(Collected data)

-*-*-

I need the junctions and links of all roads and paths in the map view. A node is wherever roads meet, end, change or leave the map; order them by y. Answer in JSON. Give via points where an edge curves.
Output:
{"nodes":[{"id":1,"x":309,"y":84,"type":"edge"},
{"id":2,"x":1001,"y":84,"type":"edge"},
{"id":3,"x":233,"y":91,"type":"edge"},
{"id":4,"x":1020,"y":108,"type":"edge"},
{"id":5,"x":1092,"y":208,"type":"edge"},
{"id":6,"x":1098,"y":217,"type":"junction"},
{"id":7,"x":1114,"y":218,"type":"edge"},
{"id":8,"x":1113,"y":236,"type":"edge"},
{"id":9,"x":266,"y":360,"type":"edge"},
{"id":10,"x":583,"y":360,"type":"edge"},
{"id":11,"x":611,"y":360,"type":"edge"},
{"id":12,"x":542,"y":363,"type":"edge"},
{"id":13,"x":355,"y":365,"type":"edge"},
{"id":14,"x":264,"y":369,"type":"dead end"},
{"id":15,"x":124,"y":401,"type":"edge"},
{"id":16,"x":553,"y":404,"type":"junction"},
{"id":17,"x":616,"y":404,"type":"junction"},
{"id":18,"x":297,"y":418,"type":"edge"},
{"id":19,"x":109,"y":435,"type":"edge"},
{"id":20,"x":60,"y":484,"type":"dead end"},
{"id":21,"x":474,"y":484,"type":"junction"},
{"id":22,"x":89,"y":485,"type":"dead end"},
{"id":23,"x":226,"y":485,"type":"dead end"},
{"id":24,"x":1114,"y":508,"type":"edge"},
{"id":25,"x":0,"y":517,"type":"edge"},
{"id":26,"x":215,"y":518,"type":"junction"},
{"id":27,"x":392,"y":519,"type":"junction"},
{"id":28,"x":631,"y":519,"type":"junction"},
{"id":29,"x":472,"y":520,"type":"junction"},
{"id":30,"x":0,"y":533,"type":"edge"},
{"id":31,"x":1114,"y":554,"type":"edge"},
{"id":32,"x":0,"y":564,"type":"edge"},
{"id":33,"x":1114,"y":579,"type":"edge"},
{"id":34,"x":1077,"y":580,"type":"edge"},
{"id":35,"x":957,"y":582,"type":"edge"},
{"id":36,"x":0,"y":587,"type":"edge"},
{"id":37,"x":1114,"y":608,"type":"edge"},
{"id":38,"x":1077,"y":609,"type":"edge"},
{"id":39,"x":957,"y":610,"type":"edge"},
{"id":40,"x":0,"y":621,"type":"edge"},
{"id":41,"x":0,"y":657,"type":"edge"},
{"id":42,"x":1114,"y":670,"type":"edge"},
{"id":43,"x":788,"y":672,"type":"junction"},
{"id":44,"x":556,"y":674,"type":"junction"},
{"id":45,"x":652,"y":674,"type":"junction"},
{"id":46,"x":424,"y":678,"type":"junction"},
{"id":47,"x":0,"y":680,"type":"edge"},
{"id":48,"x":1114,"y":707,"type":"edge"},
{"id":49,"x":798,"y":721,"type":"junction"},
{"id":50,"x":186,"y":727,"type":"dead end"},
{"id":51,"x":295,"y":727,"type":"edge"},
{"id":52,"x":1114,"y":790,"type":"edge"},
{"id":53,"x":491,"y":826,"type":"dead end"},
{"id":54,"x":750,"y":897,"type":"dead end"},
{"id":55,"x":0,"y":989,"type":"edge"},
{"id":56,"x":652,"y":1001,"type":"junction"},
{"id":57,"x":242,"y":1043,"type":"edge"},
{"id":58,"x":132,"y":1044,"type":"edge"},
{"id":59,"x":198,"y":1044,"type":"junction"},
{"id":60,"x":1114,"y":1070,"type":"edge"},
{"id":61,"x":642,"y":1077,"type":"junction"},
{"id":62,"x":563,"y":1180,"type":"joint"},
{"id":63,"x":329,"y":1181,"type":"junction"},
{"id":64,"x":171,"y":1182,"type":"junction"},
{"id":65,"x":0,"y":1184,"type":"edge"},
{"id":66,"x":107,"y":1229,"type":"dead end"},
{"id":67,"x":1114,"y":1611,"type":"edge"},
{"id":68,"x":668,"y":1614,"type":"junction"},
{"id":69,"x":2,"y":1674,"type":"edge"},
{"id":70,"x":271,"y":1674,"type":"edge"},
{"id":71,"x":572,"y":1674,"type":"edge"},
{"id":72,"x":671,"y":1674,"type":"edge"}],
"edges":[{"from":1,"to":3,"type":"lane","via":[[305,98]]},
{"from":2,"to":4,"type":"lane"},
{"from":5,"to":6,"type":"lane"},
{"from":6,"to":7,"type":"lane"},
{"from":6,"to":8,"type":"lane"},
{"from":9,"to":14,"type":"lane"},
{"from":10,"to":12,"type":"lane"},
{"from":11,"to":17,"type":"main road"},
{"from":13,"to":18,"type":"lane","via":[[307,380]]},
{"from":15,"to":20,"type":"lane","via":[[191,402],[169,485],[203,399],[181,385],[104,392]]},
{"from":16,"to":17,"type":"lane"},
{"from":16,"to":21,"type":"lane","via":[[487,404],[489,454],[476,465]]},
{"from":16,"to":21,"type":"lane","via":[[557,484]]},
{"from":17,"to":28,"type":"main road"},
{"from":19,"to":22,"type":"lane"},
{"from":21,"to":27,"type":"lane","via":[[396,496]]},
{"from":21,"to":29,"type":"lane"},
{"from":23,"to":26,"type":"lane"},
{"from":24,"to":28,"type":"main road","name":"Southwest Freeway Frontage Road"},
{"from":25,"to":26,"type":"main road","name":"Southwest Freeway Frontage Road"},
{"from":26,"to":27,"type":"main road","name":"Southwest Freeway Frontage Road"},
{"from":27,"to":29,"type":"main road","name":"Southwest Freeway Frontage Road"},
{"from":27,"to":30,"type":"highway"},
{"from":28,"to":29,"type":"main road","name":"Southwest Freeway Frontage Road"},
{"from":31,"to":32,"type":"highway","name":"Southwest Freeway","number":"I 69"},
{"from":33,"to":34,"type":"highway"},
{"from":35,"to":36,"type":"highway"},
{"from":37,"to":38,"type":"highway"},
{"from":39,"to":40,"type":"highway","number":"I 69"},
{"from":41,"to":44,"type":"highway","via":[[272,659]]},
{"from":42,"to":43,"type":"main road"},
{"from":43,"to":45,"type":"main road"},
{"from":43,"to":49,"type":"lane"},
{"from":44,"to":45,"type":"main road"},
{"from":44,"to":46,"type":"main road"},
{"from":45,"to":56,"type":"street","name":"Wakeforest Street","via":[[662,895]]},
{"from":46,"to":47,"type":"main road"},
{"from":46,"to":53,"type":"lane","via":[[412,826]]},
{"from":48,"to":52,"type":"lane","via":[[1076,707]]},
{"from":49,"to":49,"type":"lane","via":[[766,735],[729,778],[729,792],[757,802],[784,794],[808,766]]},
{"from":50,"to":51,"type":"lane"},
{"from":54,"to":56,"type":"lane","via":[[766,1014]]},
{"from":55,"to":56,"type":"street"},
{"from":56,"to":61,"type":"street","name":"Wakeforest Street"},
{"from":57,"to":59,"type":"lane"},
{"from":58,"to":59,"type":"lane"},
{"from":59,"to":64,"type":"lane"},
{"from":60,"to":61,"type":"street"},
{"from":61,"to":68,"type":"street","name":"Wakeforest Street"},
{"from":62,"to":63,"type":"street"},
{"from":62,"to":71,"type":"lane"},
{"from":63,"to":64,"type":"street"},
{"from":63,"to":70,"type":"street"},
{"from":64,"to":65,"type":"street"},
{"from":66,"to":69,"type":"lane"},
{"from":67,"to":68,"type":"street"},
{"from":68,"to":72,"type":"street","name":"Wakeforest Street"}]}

-*-*-

Each line of the records should be transcribed without change.

Expected answer:
I need the junctions and links of all roads and paths in the map view. A node is wherever roads meet, end, change or leave the map; order them by y. Answer in JSON. Give via points where an edge curves.
Output:
{"nodes":[{"id":1,"x":309,"y":84,"type":"edge"},
{"id":2,"x":1001,"y":84,"type":"edge"},
{"id":3,"x":233,"y":91,"type":"edge"},
{"id":4,"x":1020,"y":108,"type":"edge"},
{"id":5,"x":1092,"y":208,"type":"edge"},
{"id":6,"x":1098,"y":217,"type":"junction"},
{"id":7,"x":1114,"y":218,"type":"edge"},
{"id":8,"x":1113,"y":236,"type":"edge"},
{"id":9,"x":266,"y":360,"type":"edge"},
{"id":10,"x":583,"y":360,"type":"edge"},
{"id":11,"x":611,"y":360,"type":"edge"},
{"id":12,"x":542,"y":363,"type":"edge"},
{"id":13,"x":355,"y":365,"type":"edge"},
{"id":14,"x":264,"y":369,"type":"dead end"},
{"id":15,"x":124,"y":401,"type":"edge"},
{"id":16,"x":553,"y":404,"type":"junction"},
{"id":17,"x":616,"y":404,"type":"junction"},
{"id":18,"x":297,"y":418,"type":"edge"},
{"id":19,"x":109,"y":435,"type":"edge"},
{"id":20,"x":60,"y":484,"type":"dead end"},
{"id":21,"x":474,"y":484,"type":"junction"},
{"id":22,"x":89,"y":485,"type":"dead end"},
{"id":23,"x":226,"y":485,"type":"dead end"},
{"id":24,"x":1114,"y":508,"type":"edge"},
{"id":25,"x":0,"y":517,"type":"edge"},
{"id":26,"x":215,"y":518,"type":"junction"},
{"id":27,"x":392,"y":519,"type":"junction"},
{"id":28,"x":631,"y":519,"type":"junction"},
{"id":29,"x":472,"y":520,"type":"junction"},
{"id":30,"x":0,"y":533,"type":"edge"},
{"id":31,"x":1114,"y":554,"type":"edge"},
{"id":32,"x":0,"y":564,"type":"edge"},
{"id":33,"x":1114,"y":579,"type":"edge"},
{"id":34,"x":1077,"y":580,"type":"edge"},
{"id":35,"x":957,"y":582,"type":"edge"},
{"id":36,"x":0,"y":587,"type":"edge"},
{"id":37,"x":1114,"y":608,"type":"edge"},
{"id":38,"x":1077,"y":609,"type":"edge"},
{"id":39,"x":957,"y":610,"type":"edge"},
{"id":40,"x":0,"y":621,"type":"edge"},
{"id":41,"x":0,"y":657,"type":"edge"},
{"id":42,"x":1114,"y":670,"type":"edge"},
{"id":43,"x":788,"y":672,"type":"junction"},
{"id":44,"x":556,"y":674,"type":"junction"},
{"id":45,"x":652,"y":674,"type":"junction"},
{"id":46,"x":424,"y":678,"type":"junction"},
{"id":47,"x":0,"y":680,"type":"edge"},
{"id":48,"x":1114,"y":707,"type":"edge"},
{"id":49,"x":798,"y":721,"type":"junction"},
{"id":50,"x":186,"y":727,"type":"dead end"},
{"id":51,"x":295,"y":727,"type":"edge"},
{"id":52,"x":1114,"y":790,"type":"edge"},
{"id":53,"x":491,"y":826,"type":"dead end"},
{"id":54,"x":750,"y":897,"type":"dead end"},
{"id":55,"x":0,"y":989,"type":"edge"},
{"id":56,"x":652,"y":1001,"type":"junction"},
{"id":57,"x":242,"y":1043,"type":"edge"},
{"id":58,"x":132,"y":1044,"type":"edge"},
{"id":59,"x":198,"y":1044,"type":"junction"},
{"id":60,"x":1114,"y":1070,"type":"edge"},
{"id":61,"x":642,"y":1077,"type":"junction"},
{"id":62,"x":563,"y":1180,"type":"joint"},
{"id":63,"x":329,"y":1181,"type":"junction"},
{"id":64,"x":171,"y":1182,"type":"junction"},
{"id":65,"x":0,"y":1184,"type":"edge"},
{"id":66,"x":107,"y":1229,"type":"dead end"},
{"id":67,"x":1114,"y":1611,"type":"edge"},
{"id":68,"x":668,"y":1614,"type":"junction"},
{"id":69,"x":2,"y":1674,"type":"edge"},
{"id":70,"x":271,"y":1674,"type":"edge"},
{"id":71,"x":572,"y":1674,"type":"edge"},
{"id":72,"x":671,"y":1674,"type":"edge"}],
"edges":[{"from":1,"to":3,"type":"lane","via":[[305,98]]},
{"from":2,"to":4,"type":"lane"},
{"from":5,"to":6,"type":"lane"},
{"from":6,"to":7,"type":"lane"},
{"from":6,"to":8,"type":"lane"},
{"from":9,"to":14,"type":"lane"},
{"from":10,"to":12,"type":"lane"},
{"from":11,"to":17,"type":"main road"},
{"from":13,"to":18,"type":"lane","via":[[307,380]]},
{"from":15,"to":20,"type":"lane","via":[[191,402],[169,485],[203,399],[181,385],[104,392]]},
{"from":16,"to":17,"type":"lane"},
{"from":16,"to":21,"type":"lane","via":[[487,404],[489,454],[476,465]]},
{"from":16,"to":21,"type":"lane","via":[[557,484]]},
{"from":17,"to":28,"type":"main road"},
{"from":19,"to":22,"type":"lane"},
{"from":21,"to":27,"type":"lane","via":[[396,496]]},
{"from":21,"to":29,"type":"lane"},
{"from":23,"to":26,"type":"lane"},
{"from":24,"to":28,"type":"main road","name":"Southwest Freeway Frontage Road"},
{"from":25,"to":26,"type":"main road","name":"Southwest Freeway Frontage Road"},
{"from":26,"to":27,"type":"main road","name":"Southwest Freeway Frontage Road"},
{"from":27,"to":29,"type":"main road","name":"Southwest Freeway Frontage Road"},
{"from":27,"to":30,"type":"highway"},
{"from":28,"to":29,"type":"main road","name":"Southwest Freeway Frontage Road"},
{"from":31,"to":32,"type":"highway","name":"Southwest Freeway","number":"I 69"},
{"from":33,"to":34,"type":"highway"},
{"from":35,"to":36,"type":"highway"},
{"from":37,"to":38,"type":"highway"},
{"from":39,"to":40,"type":"highway","number":"I 69"},
{"from":41,"to":44,"type":"highway","via":[[272,659]]},
{"from":42,"to":43,"type":"main road"},
{"from":43,"to":45,"type":"main road"},
{"from":43,"to":49,"type":"lane"},
{"from":44,"to":45,"type":"main road"},
{"from":44,"to":46,"type":"main road"},
{"from":45,"to":56,"type":"street","name":"Wakeforest Street","via":[[662,895]]},
{"from":46,"to":47,"type":"main road"},
{"from":46,"to":53,"type":"lane","via":[[412,826]]},
{"from":48,"to":52,"type":"lane","via":[[1076,707]]},
{"from":49,"to":49,"type":"lane","via":[[766,735],[729,778],[729,792],[757,802],[784,794],[808,766]]},
{"from":50,"to":51,"type":"lane"},
{"from":54,"to":56,"type":"lane","via":[[766,1014]]},
{"from":55,"to":56,"type":"street"},
{"from":56,"to":61,"type":"street","name":"Wakeforest Street"},
{"from":57,"to":59,"type":"lane"},
{"from":58,"to":59,"type":"lane"},
{"from":59,"to":64,"type":"lane"},
{"from":60,"to":61,"type":"street"},
{"from":61,"to":68,"type":"street","name":"Wakeforest Street"},
{"from":62,"to":63,"type":"street"},
{"from":62,"to":71,"type":"lane"},
{"from":63,"to":64,"type":"street"},
{"from":63,"to":70,"type":"street"},
{"from":64,"to":65,"type":"street"},
{"from":66,"to":69,"type":"lane"},
{"from":67,"to":68,"type":"street"},
{"from":68,"to":72,"type":"street","name":"Wakeforest Street"}]}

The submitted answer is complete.